To be sure, margins remain high, and strong revenue growth will buoy profits. The second-quarter survey of chief executives taken by the Business Roundtable shows that 88% expect sales to increase in the next six months.
Nevertheless, the dominance of profits in the income picture may be slipping. Bear in mind that in the past, when margins began to peak, so did the share of profits in national income. After that, the share going to labor began to rise.
FOR WORKERS, that shift is an obvious plus. But the consumer sector overall has already been enjoying more of the gains of the stronger economy, even if the benefits have not been equally disbursed. Since last September, personal income increased at a hefty annual rate of 6.1%. In April alone, it rose 0.6%. After inflation, real aftertax income was up a solid 0.4% for the month.
The big winners have been small-business owners and investors. Proprietors' incomes, which are counted as personal income, shot up at an 11% annual rate from September to April. Just as big corporations have used productivity to boost their profits, small-business owners also seem to have become more efficient, helping their bottom lines. This category accounted for 15% of the gain in personal income since September, although it is less than 9% of the total. Income from dividends and interest contributed another 10%.
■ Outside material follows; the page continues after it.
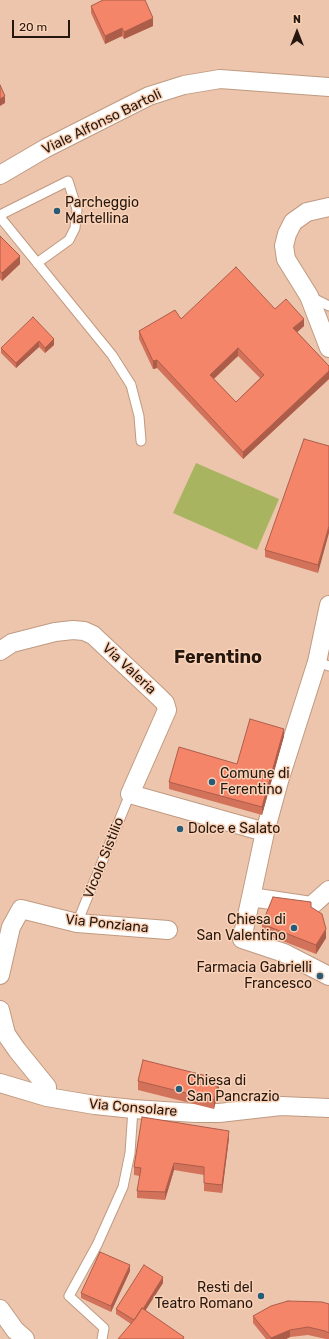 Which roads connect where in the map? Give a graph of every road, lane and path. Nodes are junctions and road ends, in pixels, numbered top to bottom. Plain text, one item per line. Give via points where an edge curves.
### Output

Workers, meanwhile, collected about 45% of the personal income gain. But their wages and salaries account for just over half of all personal income, meaning workers have not fully benefited from the recovery. It wasn't until March of this year that businesses started hiring at a strong pace, and the slack in the job market has allowed pay raises to decline sharply.
The sector split in personal income gains should narrow in coming months. First, healthier job growth will lift wages and salaries. Second, productivity growth will slow, pushing unit labor costs up gradually and cutting into proprietors' income. But the split notwithstanding, any acceleration in household incomes argues that spending will heat up again this summer.
A CHIEF BENEFICIARY of surging household and business income is the factory sector, which continues to show new life, not just from rising current demand but also from a sharp turnaround in inventory accumulation. Commerce revised up the first-quarter pace of inventory growth, from $15.3 billion to $28.2 billion, which is a steep acceleration from the growth in previous quarters.
The factory revival was also evident in the latest news from the Institute for Supply Management. The ISM's index of industrial activity rose to 62.8% in May, from 62.4% in April. The May index -- comprising new orders, production, employment, inventories, and delivery times -- remains at an unusually high level, down only slightly from the January peak of 63.6%, the highest level in 20 years. Based on the historical relationship between the ISM index and the economy, the year-to-date average of the index, if it were to continue for the entire year, would correspond to a 7.2% growth rate in real GDP.
The ISM also reported that, despite the bump up in first-quarter inventories, businesses still need to stock more merchandise. The ISM said 32% of its members felt their customers' inventories were "too low" in May, the highest reading since records began in 1996 (chart).
As a result, businesses can't quickly meet any increases in orders. The ISM's index of delivery times showed that 69.4% of companies reported slower deliveries, the highest reading since 1979. Several items are in short supply, including aluminum, steel, and electronic components. As businesses seek to restock inventory as well as meet new demand, factory production will speed up, creating new jobs, more profits, and bigger wage and salary increases.
That's an important trend for the outlook, because in the end all income generated in an economy eventually winds up in people's pockets. Even corporate profits ultimately get recycled into dividends, interest payments, capital spending, and more employment. Income always drives demand, and that's why this recovery has a bright future.